Dalgın ve bitkin olarak yatan Atatürk’ün gözleri nadiren açılıyordu. Herkesin hayranlığını kazanan o güzel mavi gözler artık eski parlaklığını kaybetmiş, solgunlaşmıştı. Hiçbirimizle konuşmuyordu. Sadece: ‘Aman dil, dil efendim‘ diye bir şeyler söylüyordu. Bu sözlerin ne anlama geldiğini çözmek için bütün zekamızı kullanıyor, geçmiş olayları düşünüyor ve aralarında bir ilişki kurmaya çalışıyorduk. Fakat yine de ne demek istediğini bir türlü anlayamıyorduk.
…Bir ara Hasan Rıza Bey ile bana doğru bakarak sordu:
‘Saat Kaç‘
Hasan Rıza Soyak cevap verdi:
‘Saat 7.00 efendimiz‘
Artık Atatürk sürekli ‘Saat kaç?’ diye soruyor, Hasan Rıza Bey de ‘Saat 7.00 efendimiz’ diye saati tekrar ediyordu. Bu karşılıklı konuşma birkaç kez tekrarlandı.
…Son ‘Saat Kaç?’ sorusunun ardından birdenbire kendini arka üstü yatağa attı… Artık kendinde değildi. Doktorlar saat 9’u 5 geçe ölüm raporunu imzaladı…”
Atatürk’ün sona ana kadar yanında olan Salih Bozok da hayatına kıymaya kalkacak kadar Ulu Önder’e bağlıydı.
Atatürk’ün ölümünün ardından birkaç dakika sonra yaveri Salih Bozok odadan ayrıldı. Ardından silah sesleri duyuldu. İnsanlar odaya girdiklerinde Bozok'u kanlar içinde buldu.
Ancak Bozok'un intihar teşebbüsü başarılı olamamış; kurşun kalbine değil, akciğerini boydan boya deşerek sırtına saplanmıştı. Operasyonların ardından hayata döndürülen Bozok, kaldığı yerden milletvekillik görevine devam etti.
Türk milleti kurtarıcısını o gün kalbine gömdü.

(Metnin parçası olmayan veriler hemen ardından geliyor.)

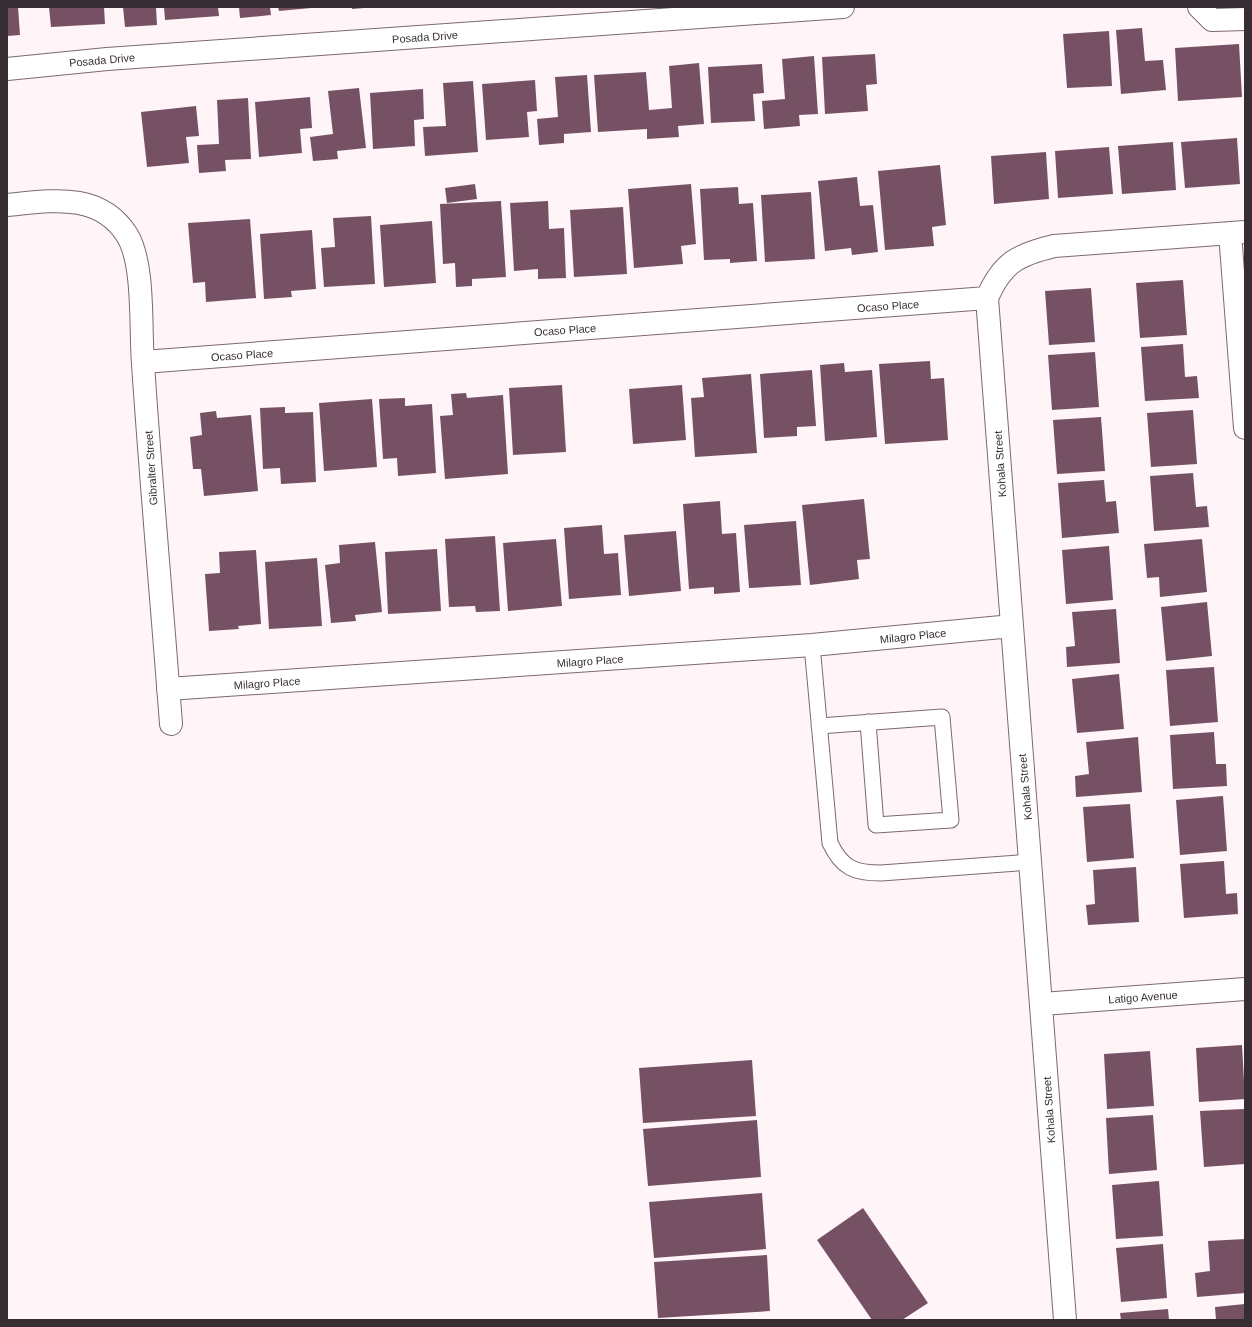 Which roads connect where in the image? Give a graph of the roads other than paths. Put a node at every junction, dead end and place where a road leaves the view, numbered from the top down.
1 (844, 7) edge
2 (1199, 7) edge
3 (1245, 19) edge
4 (7, 69) edge
5 (7, 204) edge
6 (1238, 233) edge
7 (987, 298) junction
8 (143, 362) junction
9 (1245, 428) edge
10 (1012, 626) junction
11 (812, 646) junction
12 (168, 689) junction
13 (868, 722) junction
14 (171, 724) dead end
15 (819, 726) junction
16 (1031, 862) junction
17 (1245, 989) edge
18 (1042, 1004) junction
19 (1065, 1320) edge

1 - 4 street, Posada Drive
2 - 3 street
5 - 8 street, Gibralter Street
6 - 7 street
6 - 9 street
7 - 8 street, Ocaso Place
7 - 10 street, Kohala Street
8 - 12 street, Gibralter Street
10 - 11 street, Milagro Place
10 - 16 street, Kohala Street
11 - 12 street, Milagro Place
11 - 15 lane
12 - 14 street, Gibralter Street
13 - 13 lane
13 - 15 lane
15 - 16 lane
16 - 18 street, Kohala Street
17 - 18 street, Latigo Avenue
18 - 19 street, Kohala Street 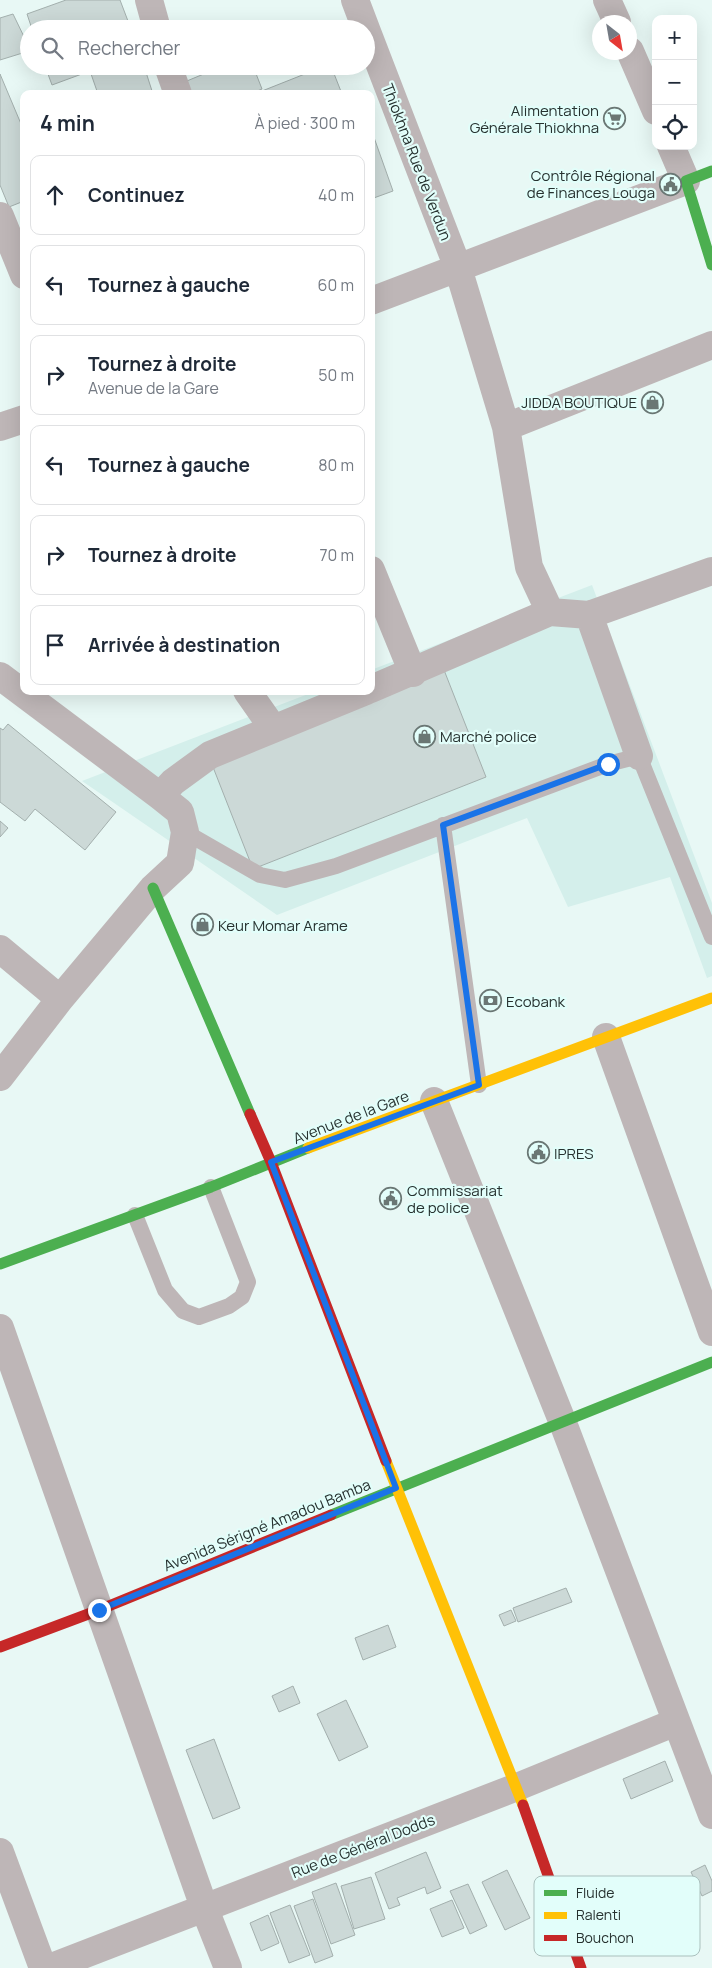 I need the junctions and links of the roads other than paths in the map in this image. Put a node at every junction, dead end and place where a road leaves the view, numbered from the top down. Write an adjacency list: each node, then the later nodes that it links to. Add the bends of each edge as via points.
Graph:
1 (149, 0): 5 (street)
2 (355, 0): 6 (street, Thiokhna Rue de Verdun)
3 (608, 0): 4 (street)
4 (614, 15)
5 (155, 20)
6 (363, 20)
7 (375, 52): 18 (street, Thiokhna Rue de Verdun)
8 (634, 60): 11 (street)
9 (171, 75): 10 (street)
10 (177, 90)
11 (653, 105)
12 (673, 150): 14 (street)
13 (712, 171): 14 (street)
14 (686, 181): 17 (street); 18 (street)
15 (8, 233): 16 (street)
16 (20, 264)
17 (712, 266)
18 (458, 268): 19 (street); 22 (street, Thiokhna Rue de Verdun)
19 (375, 299)
20 (712, 345): 22 (street)
21 (20, 420): 23 (street)
22 (506, 427): 26 (street, Thiokhna Rue de Verdun, via 529,567)
23 (0, 428)
24 (712, 571): 27 (street)
25 (375, 580): 28 (street)
26 (550, 612): 27 (street); 28 (street)
27 (589, 615): 36 (street)
28 (413, 673): 30 (street)
29 (0, 676): 31 (street)
30 (375, 687)
31 (20, 691)
32 (25, 695): 37 (street)
33 (251, 695): 35 (street)
34 (356, 695): 35 (street)
35 (273, 728): 37 (street, via 210,756 173,782)
36 (639, 756): 38 (lane, via 608,764); 41 (lane)
37 (160, 796): 39 (street, via 180,812)
38 (443, 825): 39 (lane, via 336,866 285,880 260,875); 47 (lane)
39 (185, 832): 40 (street, via 180,862)
40 (153, 888): 44 (street); 49 (street)
41 (712, 937)
42 (0, 949): 44 (street)
43 (712, 998): 45 (street, Avenue de la Gare)
44 (60, 999): 46 (street)
45 (606, 1037): 47 (street, Avenue de la Gare); 54 (street)
46 (0, 1077)
47 (479, 1085): 48 (street, Avenue de la Gare)
48 (434, 1101): 49 (street, Avenue de la Gare); 56 (street)
49 (271, 1162): 50 (street, Avenue de la Gare); 57 (street)
50 (211, 1187): 51 (street, Avenue de la Gare); 51 (lane, via 248,1282 242,1297 229,1306 199,1317 183,1311 165,1290)
51 (135, 1215): 52 (street, Avenue de la Gare)
52 (0, 1264)
53 (0, 1328): 58 (street)
54 (712, 1332)
55 (712, 1362): 56 (street, Avenida Sérigné Amadou Bamba)
56 (564, 1423): 57 (street, Avenida Sérigné Amadou Bamba); 60 (street)
57 (396, 1488): 58 (street, Avenida Sérigné Amadou Bamba); 61 (street)
58 (99, 1610): 59 (street, Avenida Sérigné Amadou Bamba); 65 (street)
59 (0, 1648)
60 (676, 1722): 61 (street, Rue de Général Dodds); 62 (street)
61 (517, 1787): 64 (street); 65 (street, Rue de Général Dodds)
62 (712, 1815)
63 (0, 1852): 67 (street)
64 (548, 1876)
65 (204, 1907): 68 (street, Rue de Général Dodds); 69 (street)
66 (577, 1956): 70 (street)
67 (43, 1968)
68 (49, 1968)
69 (228, 1968)
70 (581, 1968)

Zaman içinde Türk milleti ile Ata’sının arasına girmeye çalışanlar, ona kara çalmaya çalışanlar olmadı mı? Elbette oldu. Ama kimsenin gücü, 10 Kasım’a kadar değil, son kasıma kadar Ata’sına bağlı olmaya yemin etmiş bu halkın gönlünden onu almaya yetmedi.